On February 25, 1901, Johnson fought Joe Choynski in Galveston. Choynski, a popular and experienced heavyweight, knocked out Johnson in the third round. Prizefighting was illegal in Texas at the time and they were both arrested. Bail was set at $5,000 which neither could afford. The sheriff permitted both fighters to go home at night so long as they agreed to spar in the jail cell. Large crowds gathered to watch the sessions. After 23 days in jail, their bail was reduced to an affordable level and a grand jury refused to indict either man. However, Johnson later stated that he learned his boxing skills during that jail time. The two would remain friends.
Johnson attested that his success in boxing came from the coaching he received from Choynski. The aging Choynski saw natural talent and determination in Johnson and taught him the nuances of defense, stating "A man who can move like you should never have to take a punch".
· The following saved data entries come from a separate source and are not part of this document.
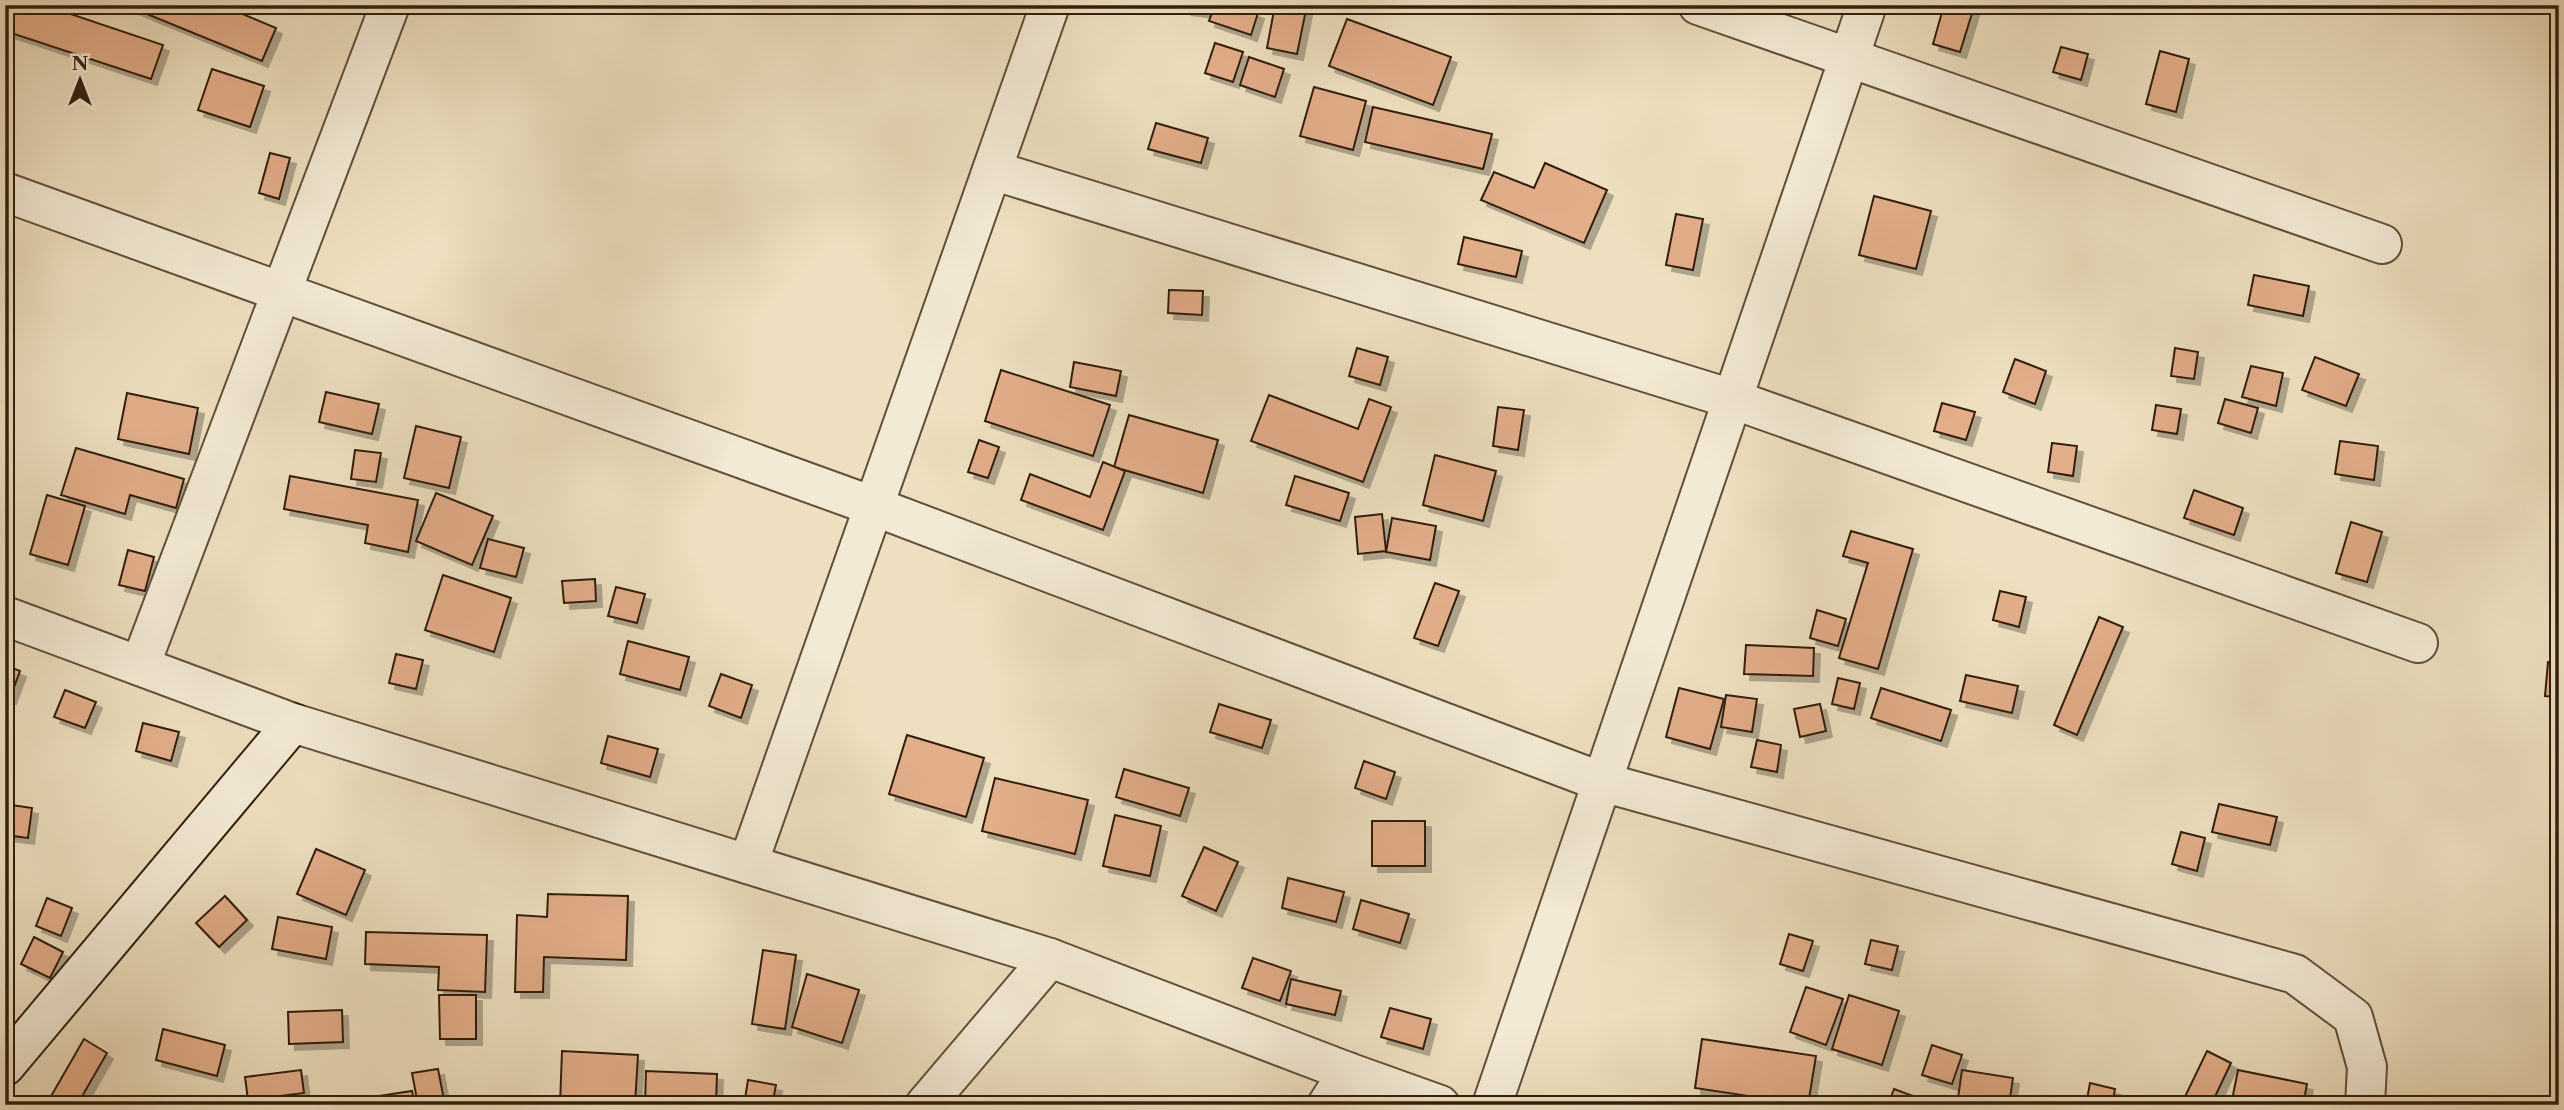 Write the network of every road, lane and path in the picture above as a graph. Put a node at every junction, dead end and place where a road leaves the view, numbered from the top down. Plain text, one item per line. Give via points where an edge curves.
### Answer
1 (390, 5) edge
2 (1050, 5) edge
3 (1698, 5) edge
4 (1867, 5) edge
5 (1848, 58) junction
6 (992, 170) junction
7 (5, 192) edge
8 (2382, 244) dead end
9 (282, 292) junction
10 (1732, 399) junction
11 (873, 506) junction
12 (5, 616) edge
13 (2418, 643) dead end
14 (140, 667) junction
15 (293, 723) junction
16 (1602, 782) junction
17 (748, 864) junction
18 (1050, 958) junction
19 (5, 1066) edge
20 (1348, 1072) junction
21 (925, 1105) edge
22 (1327, 1105) edge
23 (1440, 1105) edge
24 (1492, 1105) edge
25 (2365, 1105) edge

1 - 9 street
2 - 6 street
3 - 5 street
4 - 5 street
5 - 8 street
5 - 10 street
6 - 10 street
6 - 11 street
7 - 9 street
9 - 11 street
9 - 14 street
10 - 13 street
10 - 16 street
11 - 16 street
11 - 17 street
12 - 14 street
14 - 15 street
15 - 17 street
15 - 19 street
16 - 24 street
16 - 25 street via 2295,974 2353,1017 2367,1067
17 - 18 street
18 - 20 street
18 - 21 street
20 - 22 street
20 - 23 street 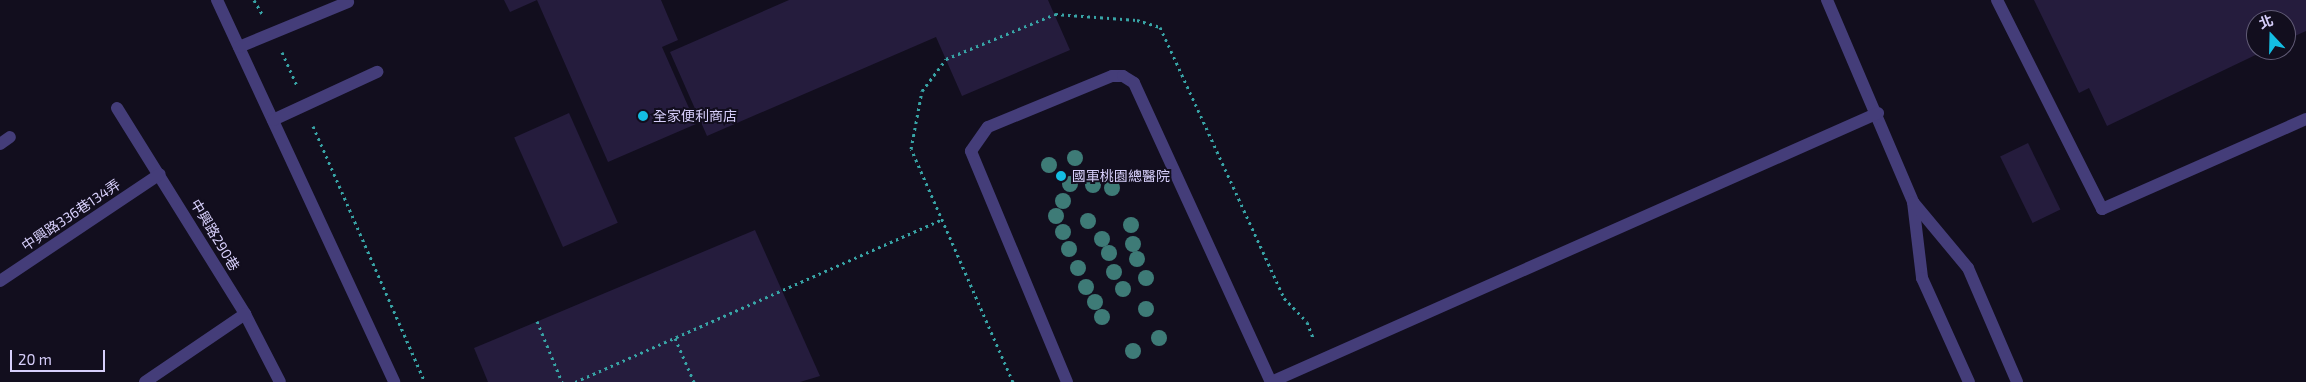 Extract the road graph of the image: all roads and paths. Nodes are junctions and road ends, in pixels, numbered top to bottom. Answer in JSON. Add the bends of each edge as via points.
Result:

Throughout his career Johnson built a unique fighting style of his own, which was not customary to boxing during this time. Though Jack would typically strike first, he would fight defensively, waiting for his opponents to tire out, while becoming more aggressive as the rounds went on. He often fought to punish his opponents through the rounds rather than knocking them out, and would continuously dodge their punches. He would then quickly strike back with a blow of his own. Jack often made his fights look effortless, and as if he had much more to offer, but when pushed he could also display some powerful moves and punches. There are films of his fights in which he can be seen holding up his opponent, who otherwise might have fallen, until he recovered.
His style of playing with his opponents was very effective, but was criticized by the press as being a cowardly fighting approach. In contrast, world heavyweight champion "Gentleman" Jim Corbett, who was white, had used many of the same techniques a decade earlier, and was praised by the press as "the cleverest man in boxing.
Johnson beat former black heavyweight champ Frank Childs on October 21, 1902. Childs had twice won the black heavyweight title and continued to claim himself the true black champ despite having lost his title in a bout with George Byers and then, after retaking the title from Byers, losing it again to Denver Ed Martin. He still made pretence to being the black champ and claimed the unrecognized black heavyweight title as well. Johnson won by a TKO in the 12th round of the scheduled 20 rounder, when Childs's seconds signaled he couldn't go on. (He claimed he had dislocated his elbow.) The defeat by Johnson forever ended Childs's pretensions to the black heavyweight crown.